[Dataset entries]

═══

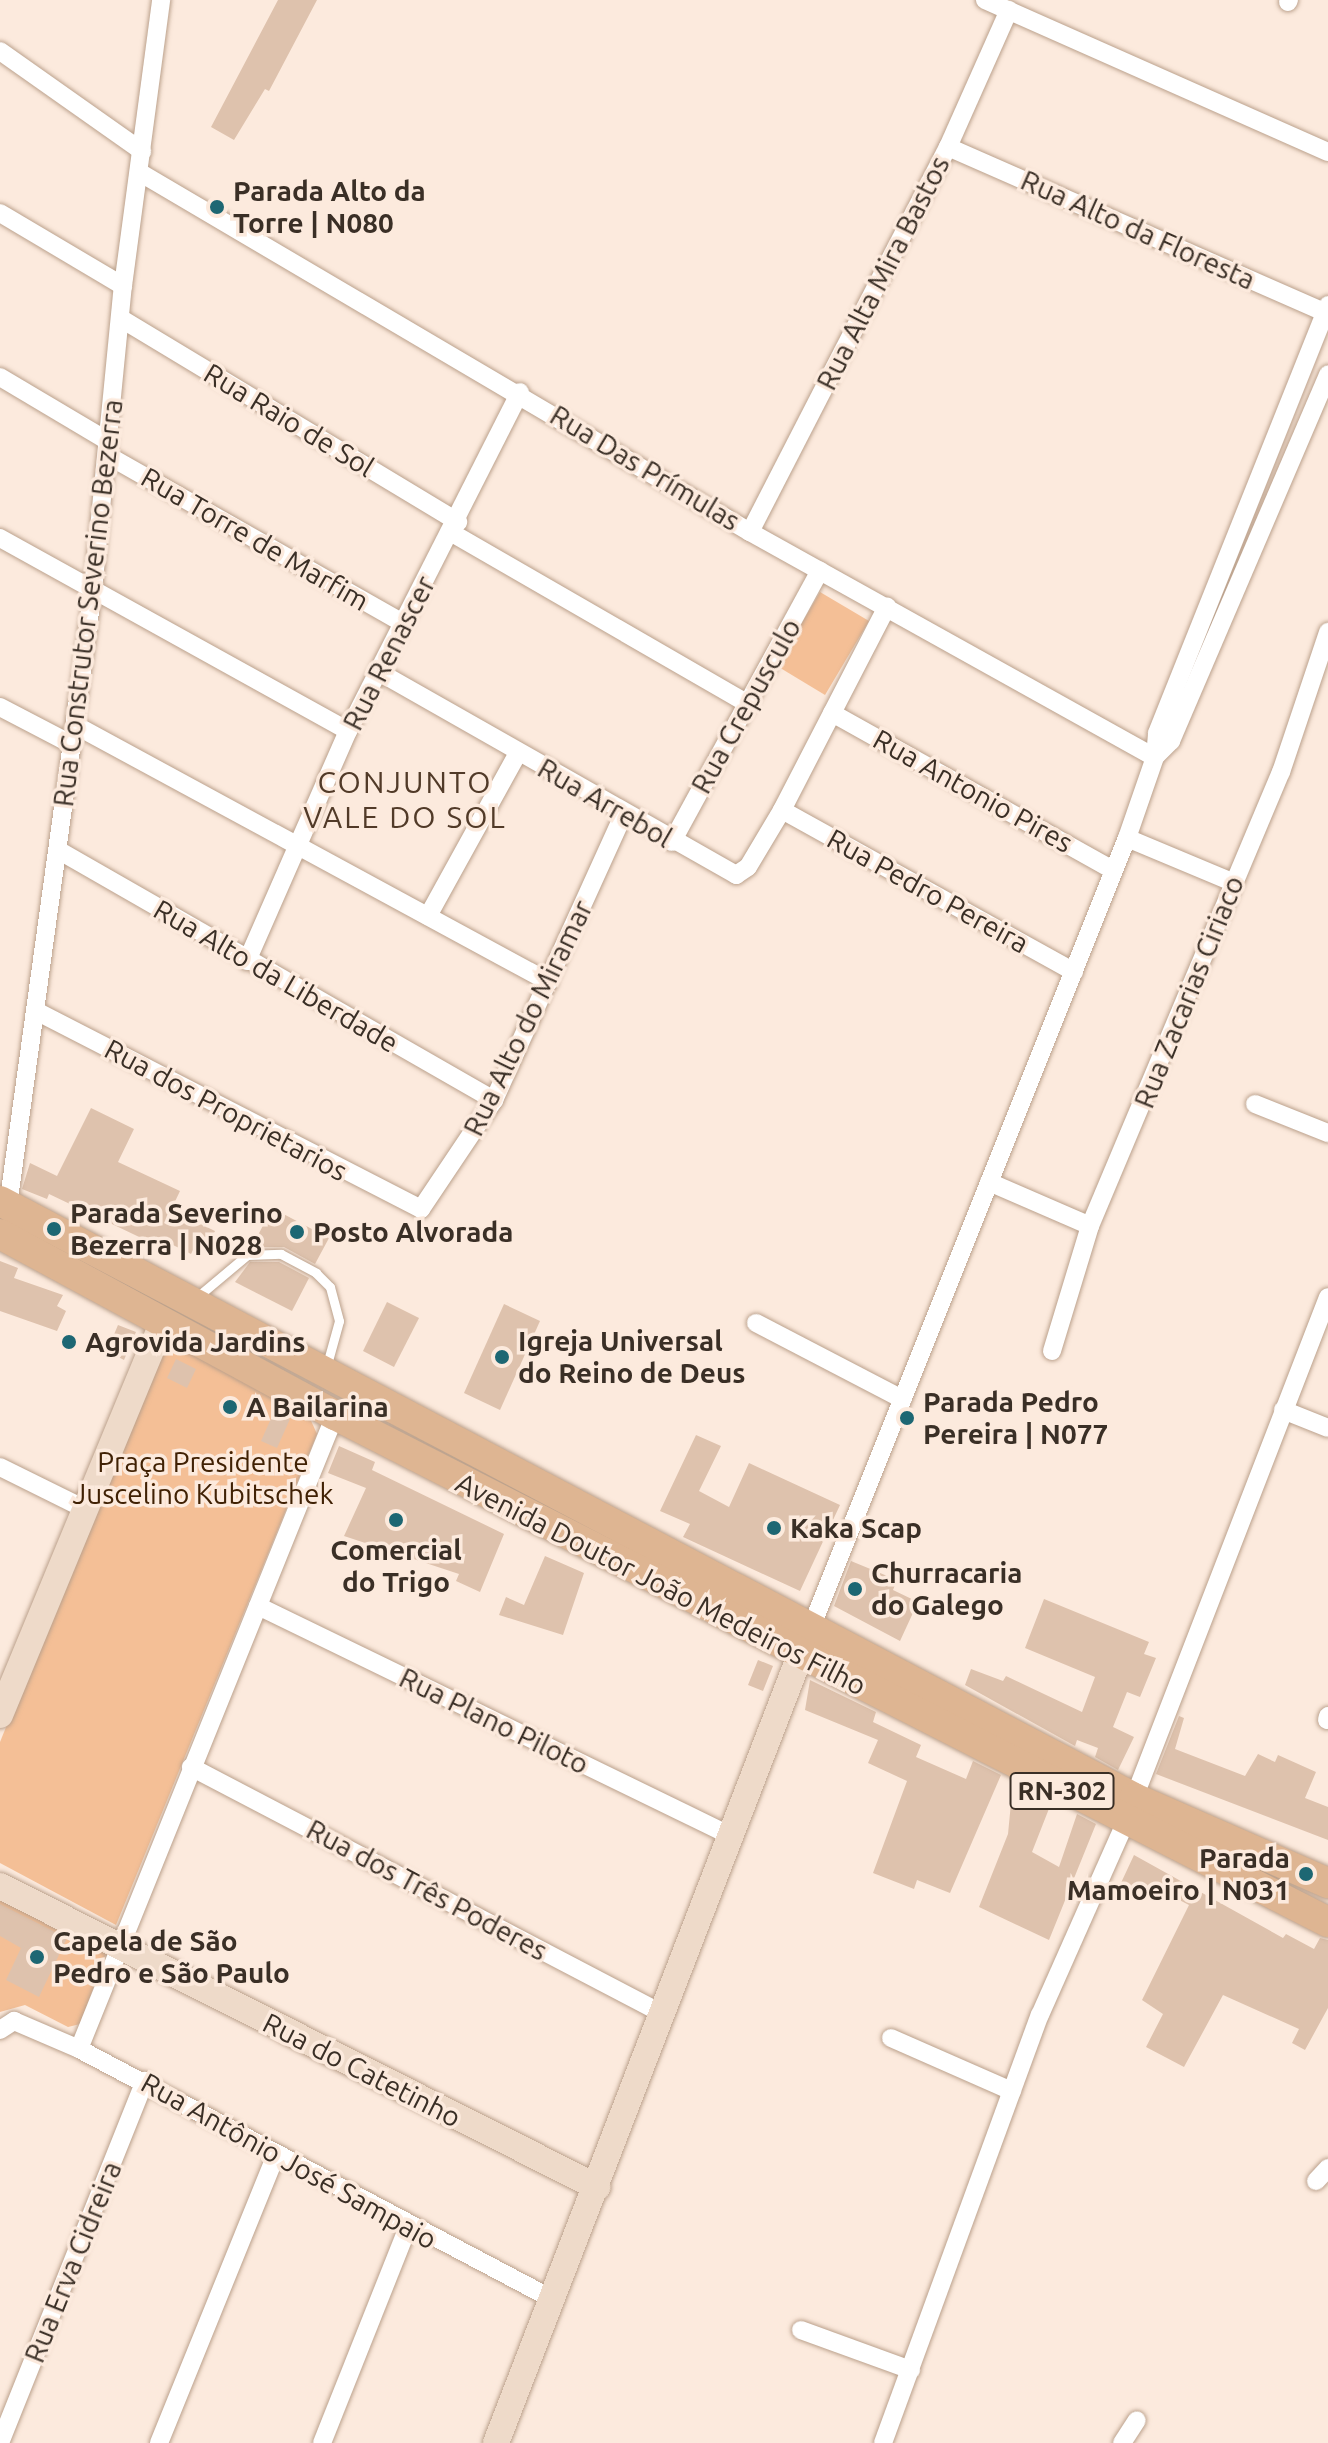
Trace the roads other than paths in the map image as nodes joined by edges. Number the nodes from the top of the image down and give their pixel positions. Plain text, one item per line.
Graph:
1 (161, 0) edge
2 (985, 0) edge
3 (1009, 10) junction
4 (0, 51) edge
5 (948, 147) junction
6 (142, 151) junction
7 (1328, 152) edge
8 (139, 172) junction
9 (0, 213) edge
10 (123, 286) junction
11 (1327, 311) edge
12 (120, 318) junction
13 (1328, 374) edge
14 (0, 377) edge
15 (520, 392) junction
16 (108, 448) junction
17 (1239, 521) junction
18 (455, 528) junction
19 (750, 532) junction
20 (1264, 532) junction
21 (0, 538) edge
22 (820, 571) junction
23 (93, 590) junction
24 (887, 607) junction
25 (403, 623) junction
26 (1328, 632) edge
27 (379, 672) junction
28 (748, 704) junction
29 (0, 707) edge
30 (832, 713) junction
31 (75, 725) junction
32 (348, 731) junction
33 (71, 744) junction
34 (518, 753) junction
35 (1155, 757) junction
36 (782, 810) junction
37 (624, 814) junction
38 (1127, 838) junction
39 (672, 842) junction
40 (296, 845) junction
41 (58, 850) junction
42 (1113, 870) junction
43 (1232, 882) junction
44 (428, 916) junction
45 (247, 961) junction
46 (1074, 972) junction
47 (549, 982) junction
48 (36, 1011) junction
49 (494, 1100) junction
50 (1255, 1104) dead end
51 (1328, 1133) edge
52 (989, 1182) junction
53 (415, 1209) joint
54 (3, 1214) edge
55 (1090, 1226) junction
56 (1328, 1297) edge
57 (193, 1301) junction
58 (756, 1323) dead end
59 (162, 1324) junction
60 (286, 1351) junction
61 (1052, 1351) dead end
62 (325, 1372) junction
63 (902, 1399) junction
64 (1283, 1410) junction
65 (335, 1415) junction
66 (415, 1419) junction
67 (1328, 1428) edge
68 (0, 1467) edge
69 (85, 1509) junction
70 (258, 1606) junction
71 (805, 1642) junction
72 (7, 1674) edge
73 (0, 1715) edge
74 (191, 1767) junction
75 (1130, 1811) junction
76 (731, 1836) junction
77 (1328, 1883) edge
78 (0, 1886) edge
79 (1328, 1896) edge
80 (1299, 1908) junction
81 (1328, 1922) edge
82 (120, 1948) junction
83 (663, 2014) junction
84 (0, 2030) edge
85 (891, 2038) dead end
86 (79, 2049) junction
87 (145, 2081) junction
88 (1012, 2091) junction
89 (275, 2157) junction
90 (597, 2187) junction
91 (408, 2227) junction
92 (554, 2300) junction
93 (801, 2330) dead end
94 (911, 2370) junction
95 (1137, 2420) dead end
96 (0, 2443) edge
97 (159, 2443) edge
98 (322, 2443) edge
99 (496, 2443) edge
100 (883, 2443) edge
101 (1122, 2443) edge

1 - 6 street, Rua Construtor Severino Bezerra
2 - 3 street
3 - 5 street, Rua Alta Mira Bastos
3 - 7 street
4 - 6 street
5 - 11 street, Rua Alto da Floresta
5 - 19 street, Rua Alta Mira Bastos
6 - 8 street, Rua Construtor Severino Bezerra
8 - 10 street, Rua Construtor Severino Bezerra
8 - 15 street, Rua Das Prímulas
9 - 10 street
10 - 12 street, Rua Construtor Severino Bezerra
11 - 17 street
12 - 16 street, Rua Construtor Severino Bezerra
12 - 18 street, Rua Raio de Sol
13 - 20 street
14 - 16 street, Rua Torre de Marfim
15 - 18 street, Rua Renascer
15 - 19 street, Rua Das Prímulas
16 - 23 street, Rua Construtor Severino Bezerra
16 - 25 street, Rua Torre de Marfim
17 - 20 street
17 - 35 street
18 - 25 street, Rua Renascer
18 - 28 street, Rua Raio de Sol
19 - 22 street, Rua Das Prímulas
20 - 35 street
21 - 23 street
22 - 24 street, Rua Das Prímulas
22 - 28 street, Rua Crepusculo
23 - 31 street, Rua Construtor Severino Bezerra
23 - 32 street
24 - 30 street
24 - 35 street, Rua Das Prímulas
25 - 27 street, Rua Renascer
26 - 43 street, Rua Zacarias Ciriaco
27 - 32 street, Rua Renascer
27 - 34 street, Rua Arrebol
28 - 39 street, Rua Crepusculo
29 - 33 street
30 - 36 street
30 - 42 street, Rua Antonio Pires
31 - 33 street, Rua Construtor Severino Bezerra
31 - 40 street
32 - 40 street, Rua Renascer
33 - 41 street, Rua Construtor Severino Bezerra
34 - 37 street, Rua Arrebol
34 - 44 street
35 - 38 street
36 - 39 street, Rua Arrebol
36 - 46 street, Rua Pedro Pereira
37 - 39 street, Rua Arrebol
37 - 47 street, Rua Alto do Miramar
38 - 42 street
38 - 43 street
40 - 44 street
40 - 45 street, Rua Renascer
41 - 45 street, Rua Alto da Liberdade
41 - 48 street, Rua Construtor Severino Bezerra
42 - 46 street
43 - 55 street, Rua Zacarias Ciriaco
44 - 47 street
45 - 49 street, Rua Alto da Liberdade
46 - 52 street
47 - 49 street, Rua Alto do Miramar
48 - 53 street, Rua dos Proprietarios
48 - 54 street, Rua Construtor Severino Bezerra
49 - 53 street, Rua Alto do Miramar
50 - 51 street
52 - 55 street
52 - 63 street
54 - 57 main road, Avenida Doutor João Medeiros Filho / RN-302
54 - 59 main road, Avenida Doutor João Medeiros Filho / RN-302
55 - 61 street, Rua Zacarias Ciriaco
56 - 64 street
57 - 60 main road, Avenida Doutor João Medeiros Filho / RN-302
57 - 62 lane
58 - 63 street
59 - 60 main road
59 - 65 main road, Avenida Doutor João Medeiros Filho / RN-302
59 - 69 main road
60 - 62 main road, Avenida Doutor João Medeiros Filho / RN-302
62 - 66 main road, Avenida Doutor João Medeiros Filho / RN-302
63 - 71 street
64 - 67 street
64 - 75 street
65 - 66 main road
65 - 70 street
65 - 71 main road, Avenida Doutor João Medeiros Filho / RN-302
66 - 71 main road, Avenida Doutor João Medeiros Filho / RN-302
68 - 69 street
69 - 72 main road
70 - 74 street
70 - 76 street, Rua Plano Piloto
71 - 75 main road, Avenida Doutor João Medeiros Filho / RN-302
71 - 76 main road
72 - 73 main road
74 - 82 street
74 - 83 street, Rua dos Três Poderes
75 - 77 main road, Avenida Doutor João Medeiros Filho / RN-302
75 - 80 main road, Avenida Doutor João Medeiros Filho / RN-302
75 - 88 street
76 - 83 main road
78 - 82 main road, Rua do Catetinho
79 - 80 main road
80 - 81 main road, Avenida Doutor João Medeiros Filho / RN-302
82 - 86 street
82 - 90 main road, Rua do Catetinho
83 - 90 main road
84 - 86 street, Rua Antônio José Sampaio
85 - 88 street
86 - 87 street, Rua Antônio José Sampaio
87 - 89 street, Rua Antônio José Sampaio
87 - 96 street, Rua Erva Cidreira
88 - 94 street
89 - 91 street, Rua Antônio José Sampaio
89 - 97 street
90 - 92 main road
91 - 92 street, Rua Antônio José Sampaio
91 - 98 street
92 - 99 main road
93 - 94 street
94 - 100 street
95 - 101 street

═══

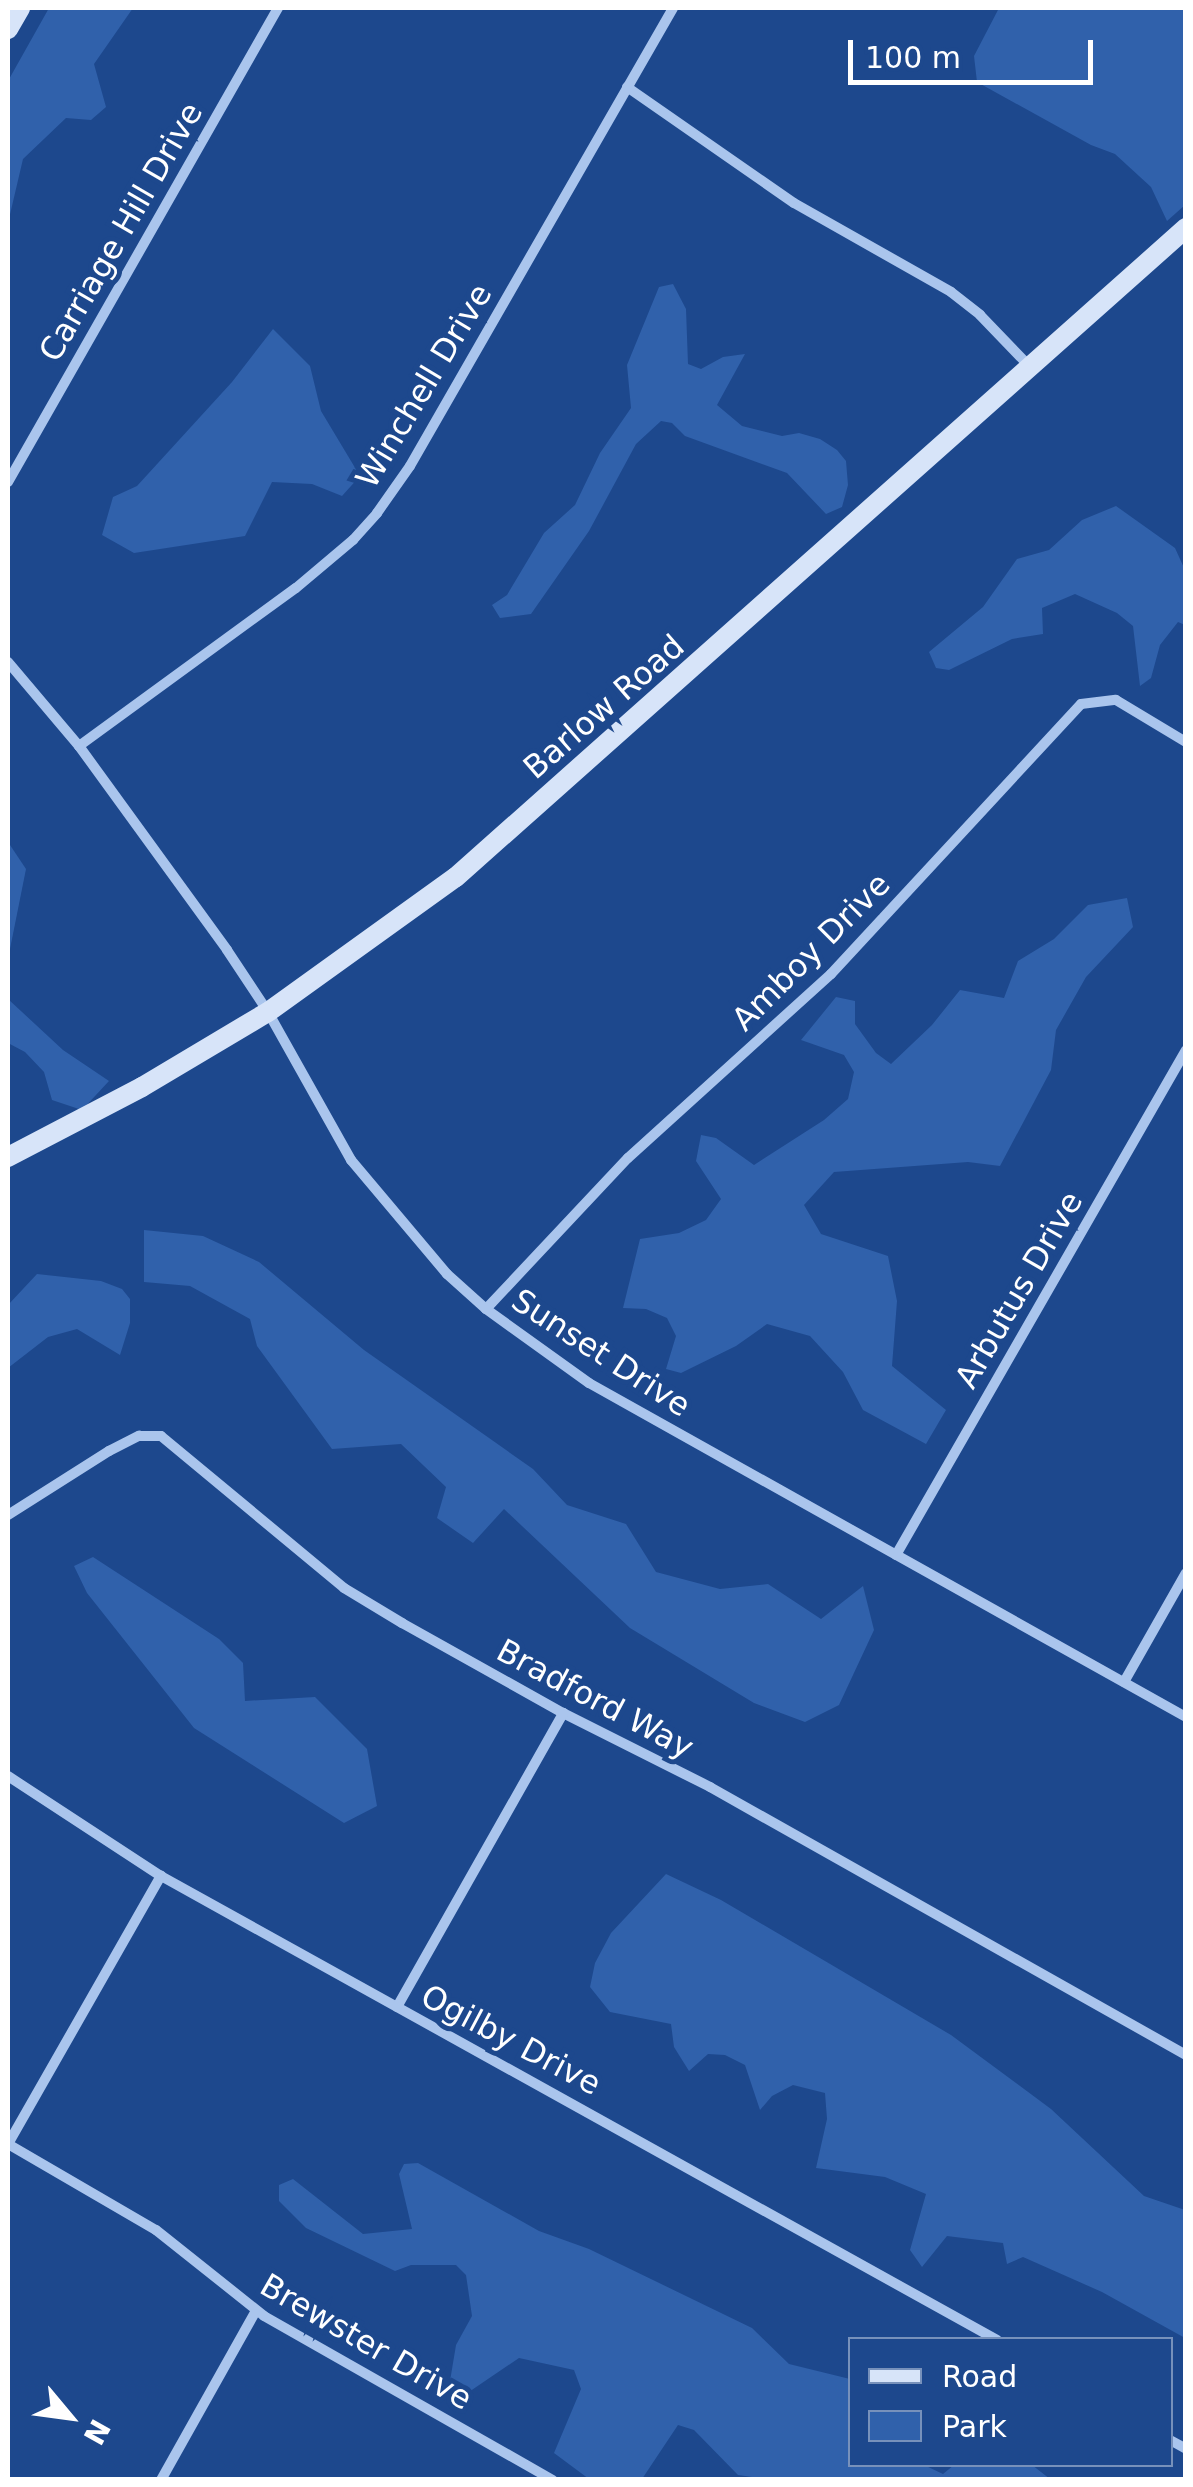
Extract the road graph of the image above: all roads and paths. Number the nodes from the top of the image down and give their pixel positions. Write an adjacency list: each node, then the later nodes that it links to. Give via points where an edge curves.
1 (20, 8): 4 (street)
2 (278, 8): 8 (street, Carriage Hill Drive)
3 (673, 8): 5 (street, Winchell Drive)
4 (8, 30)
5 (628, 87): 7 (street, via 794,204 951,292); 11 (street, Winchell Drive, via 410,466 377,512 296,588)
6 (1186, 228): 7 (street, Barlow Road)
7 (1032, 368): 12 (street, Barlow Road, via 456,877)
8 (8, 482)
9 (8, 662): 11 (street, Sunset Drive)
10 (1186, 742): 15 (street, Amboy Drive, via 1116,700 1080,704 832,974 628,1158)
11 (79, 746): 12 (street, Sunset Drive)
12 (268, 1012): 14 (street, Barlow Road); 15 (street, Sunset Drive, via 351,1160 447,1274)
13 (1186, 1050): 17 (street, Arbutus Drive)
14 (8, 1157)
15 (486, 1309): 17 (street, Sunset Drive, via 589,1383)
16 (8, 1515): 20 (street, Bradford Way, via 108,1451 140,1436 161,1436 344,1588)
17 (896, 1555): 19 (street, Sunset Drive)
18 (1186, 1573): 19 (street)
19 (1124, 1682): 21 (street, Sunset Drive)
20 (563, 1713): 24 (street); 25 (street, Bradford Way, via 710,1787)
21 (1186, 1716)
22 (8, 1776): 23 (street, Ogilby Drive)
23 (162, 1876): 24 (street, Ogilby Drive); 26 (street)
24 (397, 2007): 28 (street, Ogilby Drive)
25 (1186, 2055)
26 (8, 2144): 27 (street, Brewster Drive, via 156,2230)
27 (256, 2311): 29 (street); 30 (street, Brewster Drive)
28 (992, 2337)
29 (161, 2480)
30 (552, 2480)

═══

Directions for this task:
In the data above, which lines have "Avenida"? Report each of them.

Solution:
54 - 57 main road, Avenida Doutor João Medeiros Filho / RN-302
54 - 59 main road, Avenida Doutor João Medeiros Filho / RN-302
57 - 60 main road, Avenida Doutor João Medeiros Filho / RN-302
59 - 65 main road, Avenida Doutor João Medeiros Filho / RN-302
60 - 62 main road, Avenida Doutor João Medeiros Filho / RN-302
62 - 66 main road, Avenida Doutor João Medeiros Filho / RN-302
65 - 71 main road, Avenida Doutor João Medeiros Filho / RN-302
66 - 71 main road, Avenida Doutor João Medeiros Filho / RN-302
71 - 75 main road, Avenida Doutor João Medeiros Filho / RN-302
75 - 77 main road, Avenida Doutor João Medeiros Filho / RN-302
75 - 80 main road, Avenida Doutor João Medeiros Filho / RN-302
80 - 81 main road, Avenida Doutor João Medeiros Filho / RN-302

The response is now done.